Jonathan Falk writes:

A quick search seems to imply that you haven’t discussed the Fermi equation for a while.

This looks to me to be in the realm of Miller and Sanjurjo: a simple probabilistic explanation sitting right under everyone’s nose. Comment?

“This” is a article, Dissolving the Fermi Paradox, by Anders Sandberg, Eric Drexler and Toby Ord, which begins:

The Fermi paradox is the conflict between an expectation of a high ex ante probability of intelligent life elsewhere in the universe and the apparently lifeless universe we in fact observe. The expectation that the universe should be teeming with intelligent life is linked to models like the Drake equation, which suggest that even if the probability of intelligent life developing at a given site is small, the sheer multitude of possible sites should nonetheless yield a large number of potentially observable civilizations. We show that this conflict arises from the use of Drake-like equations, which implicitly assume certainty regarding highly uncertain parameters. . . . When the model is recast to represent realistic distributions of uncertainty, we find a substantial ex ante probability of there being no other intelligent life in our observable universe . . . This result dissolves the Fermi paradox, and in doing so removes any need to invoke speculative mechanisms by which civilizations would inevitably fail to have observable effects upon the universe.

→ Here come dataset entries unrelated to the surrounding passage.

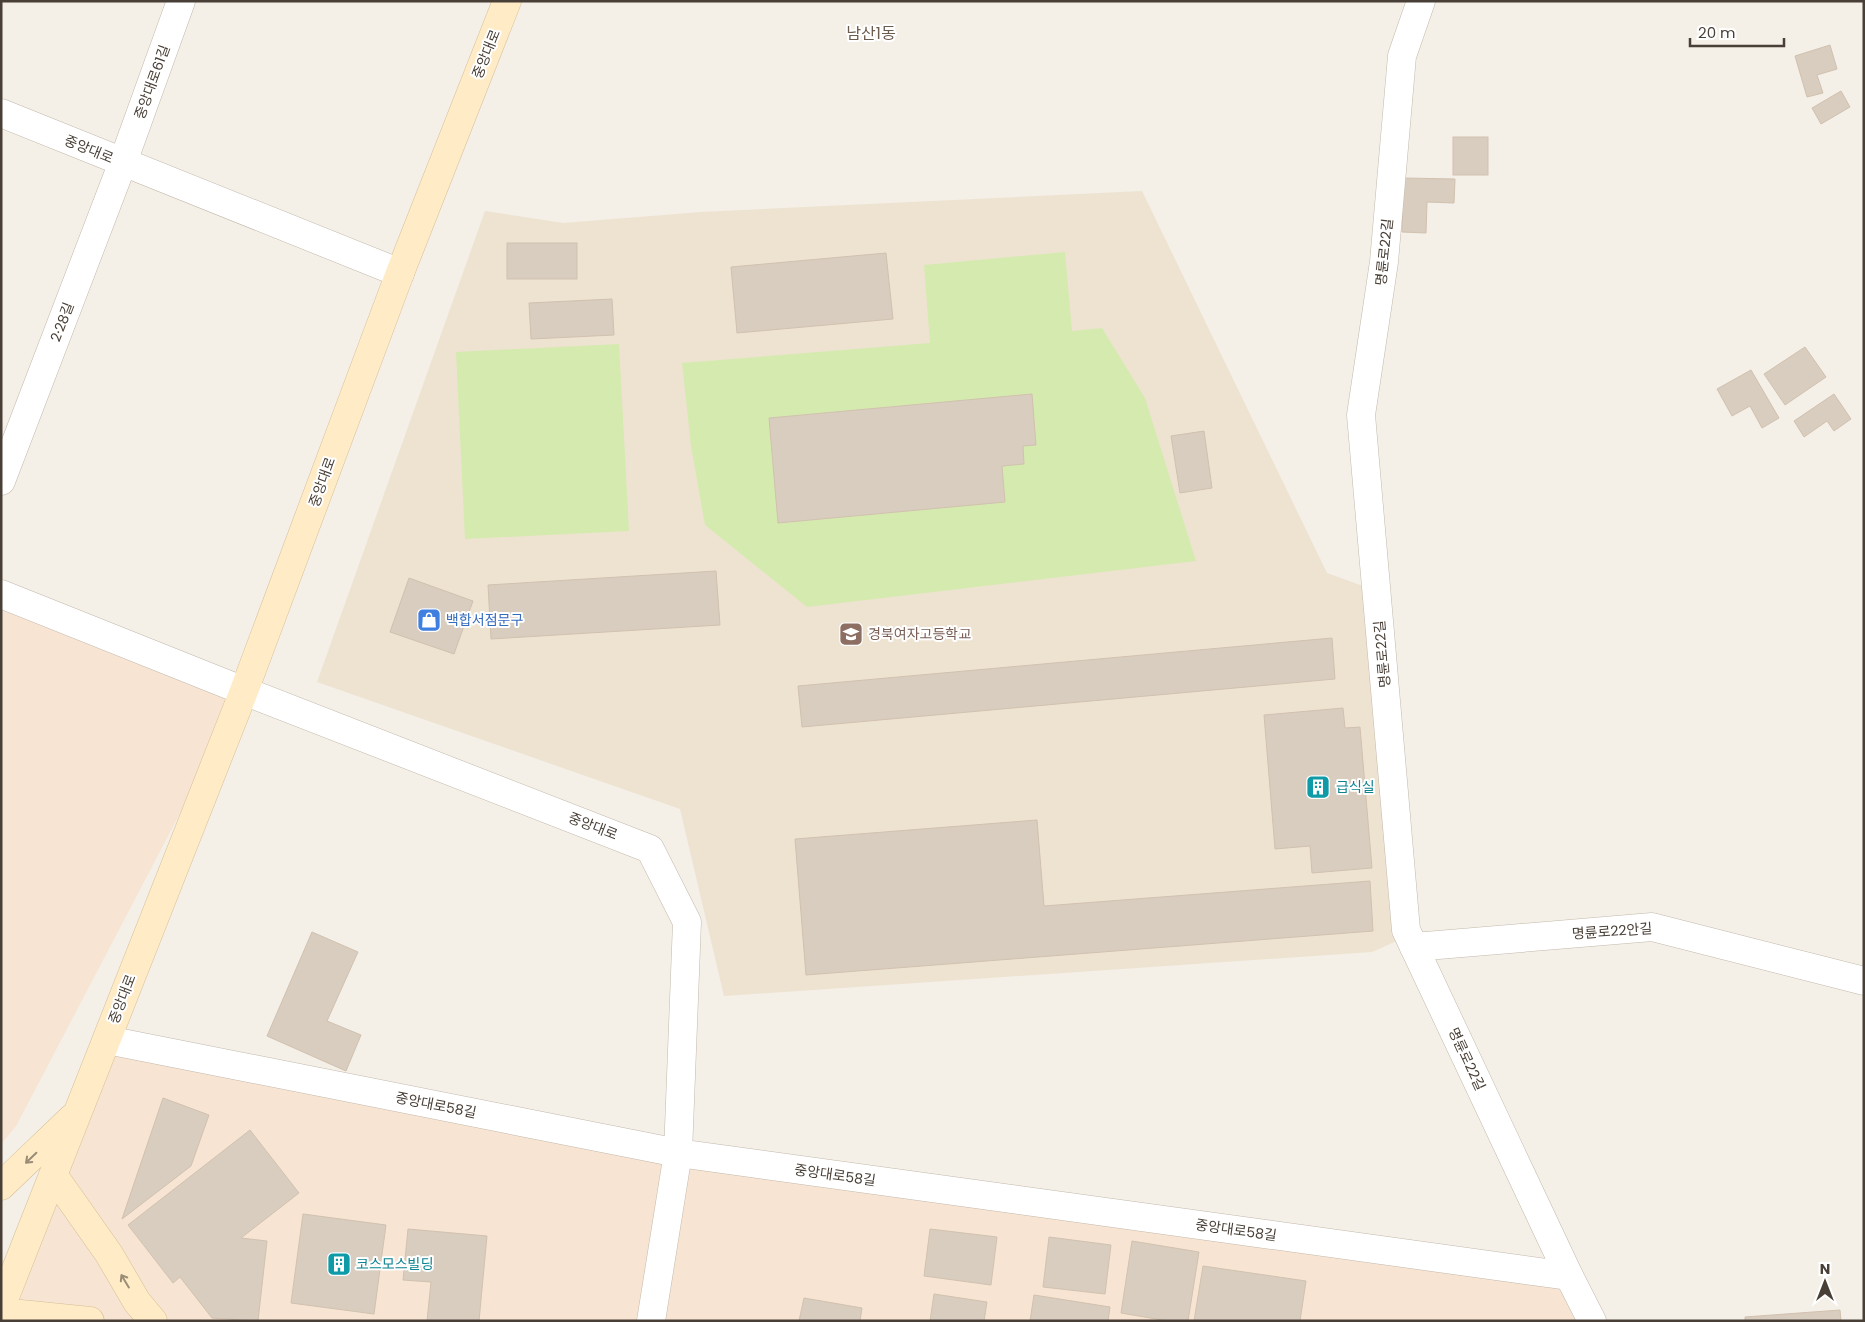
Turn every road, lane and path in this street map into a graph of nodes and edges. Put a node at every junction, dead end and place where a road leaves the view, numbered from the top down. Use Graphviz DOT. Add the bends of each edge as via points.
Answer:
graph roads {
  1 [pos="181,1"];
  2 [pos="507,1"];
  3 [pos="1421,1"];
  4 [pos="1,114"];
  5 [pos="123,162"];
  6 [pos="400,274"];
  7 [pos="1,481"];
  8 [pos="1,594"];
  9 [pos="244,691"];
  10 [pos="1414,947"];
  11 [pos="1864,981"];
  12 [pos="107,1040"];
  13 [pos="78,1112"];
  14 [pos="678,1153"];
  15 [pos="54,1176"];
  16 [pos="1,1186"];
  17 [pos="1569,1276"];
  18 [pos="1,1307"];
  19 [pos="1,1312"];
  20 [pos="90,1321"];
  21 [pos="152,1321"];
  22 [pos="650,1321"];
  23 [pos="1592,1321"];
  1 -- 5 [label="street, 중앙대로61길"];
  2 -- 6 [label="main road, 중앙대로"];
  3 -- 10 [label="street, 명륜로22길" via="1402,56 1384,262 1361,415 1406,930"];
  4 -- 5 [label="street, 중앙대로"];
  5 -- 6 [label="street, 중앙대로"];
  5 -- 7 [label="street, 2·28길"];
  6 -- 9 [label="main road, 중앙대로"];
  8 -- 9 [label="street"];
  9 -- 12 [label="main road, 중앙대로"];
  9 -- 14 [label="street, 중앙대로" via="650,848 687,922"];
  10 -- 11 [label="street, 명륜로22안길" via="1652,927"];
  10 -- 17 [label="street, 명륜로22길"];
  12 -- 13 [label="main road, 중앙대로"];
  12 -- 14 [label="street, 중앙대로58길"];
  13 -- 15 [label="main road, 중앙대로"];
  13 -- 16 [label="main road, one-way"];
  14 -- 17 [label="street, 중앙대로58길"];
  14 -- 22 [label="street, 중앙대로"];
  15 -- 18 [label="main road, 중앙대로"];
  21 -- 15 [label="main road, one-way"];
  17 -- 23 [label="street, 명륜로22길"];
  19 -- 20 [label="main road"];
}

I solicited thoughts from astronomer David Hogg, who wrote:

I have only skimmed it, but it seems reasonable. Life certainly could be rare, and technological life could be exceedingly rare. Some of the terms do have many-order-of-magnitude uncertainties.

That said, we now know that a large fraction of stars host planets and many host planets similar to the Earth, so the uncertainties on planet-occurrence terms in any Drake-like equation are now much lower than order-of-magnitude.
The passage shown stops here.